Торговка отвлеклась на подошедших к ней барышень, сильно заинтересовавшихся пуховыми платками, а Катерина, затерявшаяся в своих мыслях, и почти позабывшая о том, что раздумывала над приобретением накинутой на плечи вещи, продолжила свой путь. Когда торговка опомнилась, княжна уже затерялась в толпе, миновала Старый базар и не сразу поняла, что не заплатила за покупку, которую не планировала совершать. Вместо того, чтобы возвернуться и отдать несколько смятых ассигнаций, Катерина почему-то лишь прибавила шагу и оглянулась, чтобы убедиться в отсутствии преследования.
В следующий миг произошло столкновение с кем-то, оказавшимся на ее пути, и воздух сотряс звук выстрела, отозвавшийся конским ржанием.
Испуганно дернувшись и чувствуя, как гулко стучит в висках пульс, Катерина вскинула голову и отступила назад.
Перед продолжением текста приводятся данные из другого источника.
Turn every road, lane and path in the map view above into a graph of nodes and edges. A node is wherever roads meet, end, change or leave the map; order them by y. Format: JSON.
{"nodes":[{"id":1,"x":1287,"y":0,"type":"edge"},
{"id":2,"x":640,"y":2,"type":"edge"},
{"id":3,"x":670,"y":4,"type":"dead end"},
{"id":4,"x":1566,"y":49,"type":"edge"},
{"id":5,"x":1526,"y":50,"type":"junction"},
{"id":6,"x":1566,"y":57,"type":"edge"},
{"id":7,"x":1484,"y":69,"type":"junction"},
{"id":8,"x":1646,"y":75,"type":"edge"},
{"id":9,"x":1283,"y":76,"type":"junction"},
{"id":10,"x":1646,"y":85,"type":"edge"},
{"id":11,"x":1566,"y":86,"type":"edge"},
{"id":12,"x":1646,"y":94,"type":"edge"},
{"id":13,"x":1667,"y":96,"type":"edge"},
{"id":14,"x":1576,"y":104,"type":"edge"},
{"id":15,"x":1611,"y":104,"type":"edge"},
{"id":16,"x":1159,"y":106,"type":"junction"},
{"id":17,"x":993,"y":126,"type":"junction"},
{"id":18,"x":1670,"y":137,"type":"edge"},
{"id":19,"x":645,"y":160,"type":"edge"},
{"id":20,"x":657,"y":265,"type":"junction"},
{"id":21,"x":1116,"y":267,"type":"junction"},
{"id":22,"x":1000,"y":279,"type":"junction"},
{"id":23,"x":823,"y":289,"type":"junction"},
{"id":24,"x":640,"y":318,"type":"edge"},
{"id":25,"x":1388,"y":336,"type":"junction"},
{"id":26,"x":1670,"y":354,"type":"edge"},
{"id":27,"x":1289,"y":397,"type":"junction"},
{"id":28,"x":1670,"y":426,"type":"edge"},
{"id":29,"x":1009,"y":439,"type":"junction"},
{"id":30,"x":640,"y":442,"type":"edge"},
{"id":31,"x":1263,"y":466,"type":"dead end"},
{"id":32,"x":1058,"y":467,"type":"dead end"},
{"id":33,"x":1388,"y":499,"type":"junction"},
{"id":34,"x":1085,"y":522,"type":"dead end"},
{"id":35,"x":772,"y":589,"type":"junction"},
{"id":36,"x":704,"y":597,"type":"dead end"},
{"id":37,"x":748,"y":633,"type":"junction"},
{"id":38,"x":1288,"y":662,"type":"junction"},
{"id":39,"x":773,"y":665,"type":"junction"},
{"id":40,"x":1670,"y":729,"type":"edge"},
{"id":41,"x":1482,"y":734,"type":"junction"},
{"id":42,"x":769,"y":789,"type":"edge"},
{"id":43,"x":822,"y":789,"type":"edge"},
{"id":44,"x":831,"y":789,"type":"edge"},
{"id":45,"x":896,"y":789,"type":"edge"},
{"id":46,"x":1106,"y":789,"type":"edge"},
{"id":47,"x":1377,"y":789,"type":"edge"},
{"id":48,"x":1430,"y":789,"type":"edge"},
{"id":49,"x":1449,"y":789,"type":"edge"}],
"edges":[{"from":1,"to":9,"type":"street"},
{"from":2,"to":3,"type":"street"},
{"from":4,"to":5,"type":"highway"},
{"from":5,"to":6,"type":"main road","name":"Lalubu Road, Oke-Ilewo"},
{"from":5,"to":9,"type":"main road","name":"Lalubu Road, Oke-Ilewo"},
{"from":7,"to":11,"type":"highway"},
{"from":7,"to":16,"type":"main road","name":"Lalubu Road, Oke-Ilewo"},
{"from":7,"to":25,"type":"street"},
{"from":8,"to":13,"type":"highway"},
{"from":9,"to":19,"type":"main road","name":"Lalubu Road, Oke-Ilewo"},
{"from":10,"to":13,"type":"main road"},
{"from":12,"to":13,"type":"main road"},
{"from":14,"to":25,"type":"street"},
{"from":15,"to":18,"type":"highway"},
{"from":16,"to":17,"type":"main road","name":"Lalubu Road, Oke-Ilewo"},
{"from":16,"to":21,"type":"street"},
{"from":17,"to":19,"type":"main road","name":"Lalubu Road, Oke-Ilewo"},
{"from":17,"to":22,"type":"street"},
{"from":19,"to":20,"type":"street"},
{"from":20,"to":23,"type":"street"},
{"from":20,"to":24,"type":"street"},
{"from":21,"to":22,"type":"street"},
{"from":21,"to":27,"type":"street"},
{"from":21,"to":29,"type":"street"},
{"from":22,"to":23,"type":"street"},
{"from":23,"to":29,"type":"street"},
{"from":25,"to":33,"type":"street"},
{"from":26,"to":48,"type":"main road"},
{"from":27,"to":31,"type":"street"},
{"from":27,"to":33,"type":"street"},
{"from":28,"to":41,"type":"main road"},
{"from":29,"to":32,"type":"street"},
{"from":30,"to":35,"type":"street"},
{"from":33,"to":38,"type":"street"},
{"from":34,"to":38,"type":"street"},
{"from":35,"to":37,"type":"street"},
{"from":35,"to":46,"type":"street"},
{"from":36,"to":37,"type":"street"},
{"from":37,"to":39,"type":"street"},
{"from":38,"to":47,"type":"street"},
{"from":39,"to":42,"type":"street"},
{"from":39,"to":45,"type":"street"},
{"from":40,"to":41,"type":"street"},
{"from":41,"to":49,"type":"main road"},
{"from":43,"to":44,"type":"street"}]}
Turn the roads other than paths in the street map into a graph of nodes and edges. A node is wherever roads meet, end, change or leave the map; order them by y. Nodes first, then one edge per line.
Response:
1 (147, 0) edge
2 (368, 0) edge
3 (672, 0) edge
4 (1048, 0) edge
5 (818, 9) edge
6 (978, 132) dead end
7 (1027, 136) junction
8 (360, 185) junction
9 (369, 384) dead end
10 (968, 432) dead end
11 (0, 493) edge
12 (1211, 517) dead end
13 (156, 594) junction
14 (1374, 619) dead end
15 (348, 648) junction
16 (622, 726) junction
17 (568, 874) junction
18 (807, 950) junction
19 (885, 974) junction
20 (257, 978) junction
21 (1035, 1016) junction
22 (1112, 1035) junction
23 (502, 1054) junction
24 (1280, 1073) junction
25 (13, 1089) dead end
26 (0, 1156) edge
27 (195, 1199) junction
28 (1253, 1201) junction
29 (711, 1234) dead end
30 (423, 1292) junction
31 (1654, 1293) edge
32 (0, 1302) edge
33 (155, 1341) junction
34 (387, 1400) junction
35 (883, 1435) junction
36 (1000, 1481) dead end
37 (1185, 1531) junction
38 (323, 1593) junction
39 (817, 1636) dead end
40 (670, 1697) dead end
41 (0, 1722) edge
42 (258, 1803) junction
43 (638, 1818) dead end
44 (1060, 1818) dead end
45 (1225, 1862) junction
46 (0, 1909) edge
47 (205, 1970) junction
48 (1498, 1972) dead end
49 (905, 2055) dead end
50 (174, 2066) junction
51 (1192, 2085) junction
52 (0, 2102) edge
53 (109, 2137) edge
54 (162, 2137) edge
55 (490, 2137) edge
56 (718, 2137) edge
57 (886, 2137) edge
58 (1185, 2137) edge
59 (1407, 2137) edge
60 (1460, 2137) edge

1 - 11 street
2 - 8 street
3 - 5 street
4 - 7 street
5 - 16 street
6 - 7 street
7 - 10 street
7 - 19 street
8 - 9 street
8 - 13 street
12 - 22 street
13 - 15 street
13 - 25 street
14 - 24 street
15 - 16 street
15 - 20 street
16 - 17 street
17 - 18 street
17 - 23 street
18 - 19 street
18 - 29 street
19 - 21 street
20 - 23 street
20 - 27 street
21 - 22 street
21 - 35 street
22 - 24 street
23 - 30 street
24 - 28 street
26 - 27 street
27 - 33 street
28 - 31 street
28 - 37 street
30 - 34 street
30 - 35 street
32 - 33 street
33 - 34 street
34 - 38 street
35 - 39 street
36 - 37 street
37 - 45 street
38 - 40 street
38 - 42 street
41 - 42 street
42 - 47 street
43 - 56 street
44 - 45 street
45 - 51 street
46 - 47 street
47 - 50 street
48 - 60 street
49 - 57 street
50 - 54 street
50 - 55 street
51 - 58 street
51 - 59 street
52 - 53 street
Рядом с ней стоял немолодой мужчина, чьи покрасневшие руки все еще судорожно вцепились в пистолет. Похоже, он не сразу сумел все осознать, поскольку застыл с каким-то полубезумным взглядом. Именно на этого человека налетела княжна, все еще плохо воспринимающая реальность и не понимающая, почему где-то там, на площади у Собора, начал нарастать гул. Обернувшись в направлении взгляда незнакомца с оружием, она заприметила жандармов Третьего отделения, о котором без ужаса не был способен говорить никто, даже если ему не посчастливилось лично побеседовать с этими господами.
Страх, обуявший Катерину и выбивающий из легких воздух, не позволил даже предположить, что ее персона не представляет интереса для блюстителей порядка, не сумевших разглядеть ее лицо с такого расстояния: их внимание полностью досталось стрелявшему. И лишь в момент, когда три простых человека из толпы окружили того самого мужчину, княжна сумела различить и другие фигуры возле себя — случайных прохожих, привлеченных звуком выстрела. И не только их: там, где появились люди Долгорукова**, стояла карета, запряженная шестеркой лошадей. Но отнюдь не эти животные привлекли внимание девушки, а статная фигура молодого человека в парадной одежде, которая и выдавала в нем принадлежность к императорской семье: в иных условиях Катерина бы не признала цесаревича Николая, подле которого находился граф Строганов — его наставник. На лице Наследника Престола отчетливо прослеживался страх, перемешанный с возмущением, в то время как граф уже четко раздавал указания охране. Не желая личного знакомства с жандармами Третьего отделения, княжна метнулась в сторону и, стараясь затеряться во взбудораженной случившемся толпе, направилась к Собору, кляня пышные юбки столь любимого подругой платья.
Лишь когда его деревянные двери закрылись за ее спиной, и полутьма, заполненная церковным пением, окутала со всех сторон, Катерина сделала глубокий вдох и перекрестилась, поднимая голову к высоким расписным сводам.
Она уже не знала, зачем должна была посетить Успенский Собор: вряд ли и вправду для договоренности о дате венчания; но чувствовала, что того желали высшие силы. Понемногу приходило осознание: она отвела шальную пулю от Его Высочества. Она должна была предотвратить это богомерзкое покушение на цесаревича. Именно поэтому она оказалась здесь, а не продолжила свой путь с Дмитрием.